Three reasons a package wants both:

  1. State persistence. The browser is ephemeral. Conversations, credentials, and cached state need a home. The headless actor owns it.
  2. Authority. Some operations require credentials that must not leave the local machine (per CLAUDE.md Rule 4 — Factotum). The headless actor performs them; the browser delegates.
  3. Multi-client. Multiple browser tabs / Devices can see the same conversation because the headless actor is the source of truth.

Origin-backed alternative

An "origin-backed" route is a different model: the runtime exposes an HTTP origin (e.g. a Vite dev server, an Express server) and the gateway fetch()-es from it instead of going through MatrixHttpAssetEndpointActor.

typescript
// system-gateway-http/src/index.ts:545-589
private async _fetchOriginBackedRoute(resolution, request) {
  // ... fetch(targetUrl, ...) → relay response
}

This is used for:

  • Local development with a hot-reloading dev server (Vite).
  • Apps that need full HTTP-shaped behavior (custom routes, POST handlers, streaming responses) that the asset endpoint doesn't provide.

The webapp record carries an origin field instead of (or in addition to) assetMount. Origin always wins when both are present (_resolveRoute selection priority).

When to use which

ModeUse when
Asset endpoint (assetMount)Static built bundle, immutable assets
Origin-backedDev-mode hot reload, runtime-generated assets, server-side rendering
BothDev mode (origin) and production (asset). Same package, different runtime config.

Custom HTTP per package

The asset endpoint serves only files. Packages that need custom HTTP behavior (POST handlers, streaming, server-side rendering) currently use the origin-backed route, running their own HTTP server inside the runtime.
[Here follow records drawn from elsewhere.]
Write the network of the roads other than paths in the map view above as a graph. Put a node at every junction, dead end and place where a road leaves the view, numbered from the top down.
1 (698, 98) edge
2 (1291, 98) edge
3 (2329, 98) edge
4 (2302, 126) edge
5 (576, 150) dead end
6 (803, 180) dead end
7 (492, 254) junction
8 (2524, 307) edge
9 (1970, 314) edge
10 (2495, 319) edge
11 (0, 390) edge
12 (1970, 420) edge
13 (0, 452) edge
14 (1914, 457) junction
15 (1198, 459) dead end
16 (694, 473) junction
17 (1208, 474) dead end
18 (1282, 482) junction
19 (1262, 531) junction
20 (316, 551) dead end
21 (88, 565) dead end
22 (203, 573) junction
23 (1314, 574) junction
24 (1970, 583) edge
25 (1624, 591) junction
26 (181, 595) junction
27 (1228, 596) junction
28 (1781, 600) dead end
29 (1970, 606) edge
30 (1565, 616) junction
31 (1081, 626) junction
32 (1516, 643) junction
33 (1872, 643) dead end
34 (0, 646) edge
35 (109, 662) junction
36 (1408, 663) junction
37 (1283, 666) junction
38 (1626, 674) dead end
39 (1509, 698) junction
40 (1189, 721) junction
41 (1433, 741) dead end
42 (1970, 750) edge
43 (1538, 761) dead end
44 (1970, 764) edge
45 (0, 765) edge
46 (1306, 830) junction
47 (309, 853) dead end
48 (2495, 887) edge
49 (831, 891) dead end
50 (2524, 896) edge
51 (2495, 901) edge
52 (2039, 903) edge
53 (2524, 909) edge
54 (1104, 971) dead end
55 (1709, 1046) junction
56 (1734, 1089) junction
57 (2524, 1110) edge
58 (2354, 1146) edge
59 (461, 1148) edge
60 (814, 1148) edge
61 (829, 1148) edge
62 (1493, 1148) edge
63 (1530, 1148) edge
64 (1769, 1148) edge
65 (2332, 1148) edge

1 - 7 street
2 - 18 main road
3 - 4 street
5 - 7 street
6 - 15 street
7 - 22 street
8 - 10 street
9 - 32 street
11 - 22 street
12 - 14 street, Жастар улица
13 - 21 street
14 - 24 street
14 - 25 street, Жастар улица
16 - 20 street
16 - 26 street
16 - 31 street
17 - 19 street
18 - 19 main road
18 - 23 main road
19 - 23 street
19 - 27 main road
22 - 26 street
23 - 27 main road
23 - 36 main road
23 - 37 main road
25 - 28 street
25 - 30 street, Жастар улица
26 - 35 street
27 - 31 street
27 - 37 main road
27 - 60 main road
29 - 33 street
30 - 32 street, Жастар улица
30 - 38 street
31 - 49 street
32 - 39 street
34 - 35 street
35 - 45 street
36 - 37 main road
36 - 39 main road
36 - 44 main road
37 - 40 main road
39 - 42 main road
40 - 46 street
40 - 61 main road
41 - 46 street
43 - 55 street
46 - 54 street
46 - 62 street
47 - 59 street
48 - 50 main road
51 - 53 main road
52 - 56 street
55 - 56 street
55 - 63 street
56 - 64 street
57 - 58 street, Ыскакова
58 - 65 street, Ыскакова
Status: Native Matrix-actor-served HTTP (declared $http routes per the architecture doc) is target state. Today the choices are: serve static files (asset endpoint) or run a real HTTP server (origin-backed).

Cross-package coordination

Runtime-backed apps coordinate with each other through ordinary Matrix request/reply. ChatActor calls system.inference.openai.inference.complete to get LLM responses. DirectorActor calls chat.thread.list to introspect. None of this involves the gateway; the gateway is only for browser-facing HTTP.